Start of Data for this task

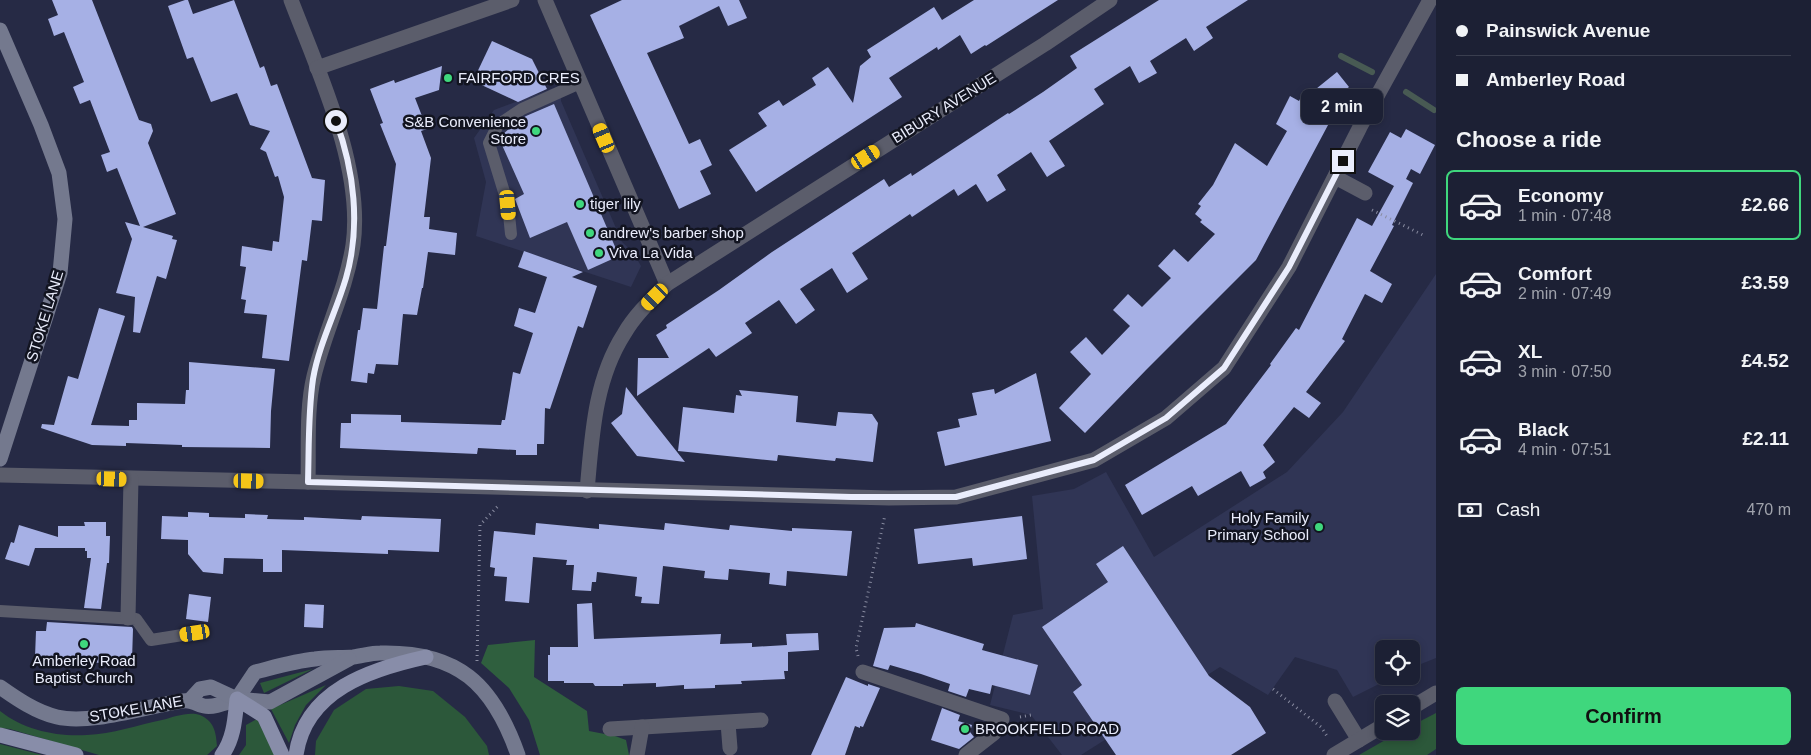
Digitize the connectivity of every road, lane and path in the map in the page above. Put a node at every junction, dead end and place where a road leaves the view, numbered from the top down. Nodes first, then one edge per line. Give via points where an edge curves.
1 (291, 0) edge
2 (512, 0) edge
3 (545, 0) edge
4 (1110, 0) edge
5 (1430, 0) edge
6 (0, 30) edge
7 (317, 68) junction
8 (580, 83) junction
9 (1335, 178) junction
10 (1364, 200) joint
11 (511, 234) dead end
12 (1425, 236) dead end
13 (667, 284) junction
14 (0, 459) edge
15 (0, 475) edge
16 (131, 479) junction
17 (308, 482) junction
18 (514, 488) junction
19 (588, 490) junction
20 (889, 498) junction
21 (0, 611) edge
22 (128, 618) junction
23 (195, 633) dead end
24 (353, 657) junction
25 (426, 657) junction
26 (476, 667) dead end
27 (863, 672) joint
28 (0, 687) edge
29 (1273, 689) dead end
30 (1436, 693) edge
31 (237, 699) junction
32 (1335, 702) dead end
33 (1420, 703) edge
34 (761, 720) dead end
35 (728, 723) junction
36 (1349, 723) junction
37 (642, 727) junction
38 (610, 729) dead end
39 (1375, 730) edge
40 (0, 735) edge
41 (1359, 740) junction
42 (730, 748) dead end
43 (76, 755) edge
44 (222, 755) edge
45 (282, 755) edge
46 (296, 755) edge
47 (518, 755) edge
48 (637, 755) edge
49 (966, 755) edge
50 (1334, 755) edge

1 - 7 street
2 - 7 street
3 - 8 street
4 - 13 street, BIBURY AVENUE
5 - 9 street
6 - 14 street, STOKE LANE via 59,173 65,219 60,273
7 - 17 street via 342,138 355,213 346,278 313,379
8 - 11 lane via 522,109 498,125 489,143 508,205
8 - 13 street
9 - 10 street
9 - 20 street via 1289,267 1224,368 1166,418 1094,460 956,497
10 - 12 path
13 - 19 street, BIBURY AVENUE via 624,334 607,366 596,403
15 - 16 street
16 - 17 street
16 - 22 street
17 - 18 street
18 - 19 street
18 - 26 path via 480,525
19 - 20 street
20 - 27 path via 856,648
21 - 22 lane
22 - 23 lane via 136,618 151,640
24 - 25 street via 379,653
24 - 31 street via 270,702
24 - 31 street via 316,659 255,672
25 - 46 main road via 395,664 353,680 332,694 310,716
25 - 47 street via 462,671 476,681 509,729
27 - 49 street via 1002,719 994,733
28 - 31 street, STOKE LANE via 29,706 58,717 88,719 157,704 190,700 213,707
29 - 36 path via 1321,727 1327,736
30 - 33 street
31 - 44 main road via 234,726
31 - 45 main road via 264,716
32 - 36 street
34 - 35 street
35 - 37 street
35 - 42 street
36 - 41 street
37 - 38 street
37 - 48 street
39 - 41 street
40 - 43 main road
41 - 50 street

End of Data for this task

## Goal of the exercise
Skipping all images, output the listing exactly.

## Solution for this problem
Digitize the connectivity of every road, lane and path in the map in the page above. Put a node at every junction, dead end and place where a road leaves the view, numbered from the top down. Nodes first, then one edge per line. Give via points where an edge curves.
1 (291, 0) edge
2 (512, 0) edge
3 (545, 0) edge
4 (1110, 0) edge
5 (1430, 0) edge
6 (0, 30) edge
7 (317, 68) junction
8 (580, 83) junction
9 (1335, 178) junction
10 (1364, 200) joint
11 (511, 234) dead end
12 (1425, 236) dead end
13 (667, 284) junction
14 (0, 459) edge
15 (0, 475) edge
16 (131, 479) junction
17 (308, 482) junction
18 (514, 488) junction
19 (588, 490) junction
20 (889, 498) junction
21 (0, 611) edge
22 (128, 618) junction
23 (195, 633) dead end
24 (353, 657) junction
25 (426, 657) junction
26 (476, 667) dead end
27 (863, 672) joint
28 (0, 687) edge
29 (1273, 689) dead end
30 (1436, 693) edge
31 (237, 699) junction
32 (1335, 702) dead end
33 (1420, 703) edge
34 (761, 720) dead end
35 (728, 723) junction
36 (1349, 723) junction
37 (642, 727) junction
38 (610, 729) dead end
39 (1375, 730) edge
40 (0, 735) edge
41 (1359, 740) junction
42 (730, 748) dead end
43 (76, 755) edge
44 (222, 755) edge
45 (282, 755) edge
46 (296, 755) edge
47 (518, 755) edge
48 (637, 755) edge
49 (966, 755) edge
50 (1334, 755) edge

1 - 7 street
2 - 7 street
3 - 8 street
4 - 13 street, BIBURY AVENUE
5 - 9 street
6 - 14 street, STOKE LANE via 59,173 65,219 60,273
7 - 17 street via 342,138 355,213 346,278 313,379
8 - 11 lane via 522,109 498,125 489,143 508,205
8 - 13 street
9 - 10 street
9 - 20 street via 1289,267 1224,368 1166,418 1094,460 956,497
10 - 12 path
13 - 19 street, BIBURY AVENUE via 624,334 607,366 596,403
15 - 16 street
16 - 17 street
16 - 22 street
17 - 18 street
18 - 19 street
18 - 26 path via 480,525
19 - 20 street
20 - 27 path via 856,648
21 - 22 lane
22 - 23 lane via 136,618 151,640
24 - 25 street via 379,653
24 - 31 street via 270,702
24 - 31 street via 316,659 255,672
25 - 46 main road via 395,664 353,680 332,694 310,716
25 - 47 street via 462,671 476,681 509,729
27 - 49 street via 1002,719 994,733
28 - 31 street, STOKE LANE via 29,706 58,717 88,719 157,704 190,700 213,707
29 - 36 path via 1321,727 1327,736
30 - 33 street
31 - 44 main road via 234,726
31 - 45 main road via 264,716
32 - 36 street
34 - 35 street
35 - 37 street
35 - 42 street
36 - 41 street
37 - 38 street
37 - 48 street
39 - 41 street
40 - 43 main road
41 - 50 street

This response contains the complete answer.